- **GOAL OF THE EXERCISE**: Copy all lines holding the word "main" from the entries.

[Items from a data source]
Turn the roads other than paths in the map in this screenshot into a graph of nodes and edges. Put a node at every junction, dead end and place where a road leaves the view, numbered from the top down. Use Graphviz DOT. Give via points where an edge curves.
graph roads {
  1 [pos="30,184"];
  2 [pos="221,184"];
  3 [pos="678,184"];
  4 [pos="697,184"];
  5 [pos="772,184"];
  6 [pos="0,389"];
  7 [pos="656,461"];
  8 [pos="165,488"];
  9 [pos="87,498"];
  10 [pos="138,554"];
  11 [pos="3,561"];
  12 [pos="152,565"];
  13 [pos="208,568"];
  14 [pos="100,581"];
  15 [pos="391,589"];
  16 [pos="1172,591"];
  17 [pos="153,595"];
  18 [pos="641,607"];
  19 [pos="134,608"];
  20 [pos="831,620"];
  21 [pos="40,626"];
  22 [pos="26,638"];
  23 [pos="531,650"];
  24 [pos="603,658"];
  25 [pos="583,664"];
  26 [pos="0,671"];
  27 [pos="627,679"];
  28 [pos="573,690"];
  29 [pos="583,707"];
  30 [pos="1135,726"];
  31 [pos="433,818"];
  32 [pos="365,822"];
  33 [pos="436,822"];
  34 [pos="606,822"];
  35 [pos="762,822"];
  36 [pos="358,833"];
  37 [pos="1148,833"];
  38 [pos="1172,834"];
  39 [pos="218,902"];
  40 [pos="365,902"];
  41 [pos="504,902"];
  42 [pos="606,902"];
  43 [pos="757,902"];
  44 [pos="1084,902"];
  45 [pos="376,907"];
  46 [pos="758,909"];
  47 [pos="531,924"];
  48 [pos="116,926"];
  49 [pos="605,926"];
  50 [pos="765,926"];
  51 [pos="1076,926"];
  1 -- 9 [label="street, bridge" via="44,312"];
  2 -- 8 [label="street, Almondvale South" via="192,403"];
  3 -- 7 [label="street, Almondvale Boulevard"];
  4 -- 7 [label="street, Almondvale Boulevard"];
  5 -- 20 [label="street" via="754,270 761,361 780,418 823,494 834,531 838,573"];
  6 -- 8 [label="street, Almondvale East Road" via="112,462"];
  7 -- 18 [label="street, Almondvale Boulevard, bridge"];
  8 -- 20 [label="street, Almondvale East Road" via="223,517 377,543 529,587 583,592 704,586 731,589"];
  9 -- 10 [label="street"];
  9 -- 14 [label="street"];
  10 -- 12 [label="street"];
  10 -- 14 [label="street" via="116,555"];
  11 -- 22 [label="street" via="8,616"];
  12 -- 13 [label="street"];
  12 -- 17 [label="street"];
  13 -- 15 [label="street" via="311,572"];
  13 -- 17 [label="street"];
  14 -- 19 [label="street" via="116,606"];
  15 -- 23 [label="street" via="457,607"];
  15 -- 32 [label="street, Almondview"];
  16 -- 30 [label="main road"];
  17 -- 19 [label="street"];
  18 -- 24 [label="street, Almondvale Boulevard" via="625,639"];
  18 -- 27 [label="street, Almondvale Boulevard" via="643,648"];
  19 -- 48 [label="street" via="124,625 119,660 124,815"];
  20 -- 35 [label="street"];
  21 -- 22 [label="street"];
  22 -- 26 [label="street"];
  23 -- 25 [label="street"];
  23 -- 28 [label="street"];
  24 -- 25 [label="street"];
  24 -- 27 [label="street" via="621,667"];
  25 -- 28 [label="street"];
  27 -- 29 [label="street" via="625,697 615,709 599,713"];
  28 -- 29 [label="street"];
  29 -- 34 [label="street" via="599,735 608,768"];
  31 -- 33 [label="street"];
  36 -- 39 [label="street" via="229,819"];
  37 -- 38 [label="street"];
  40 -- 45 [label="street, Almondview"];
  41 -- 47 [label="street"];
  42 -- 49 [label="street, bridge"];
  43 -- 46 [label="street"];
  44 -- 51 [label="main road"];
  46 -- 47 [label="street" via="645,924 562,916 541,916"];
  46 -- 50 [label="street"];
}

- **TASK ANSWER**:
  16 -- 30 [label="main road"];
  44 -- 51 [label="main road"];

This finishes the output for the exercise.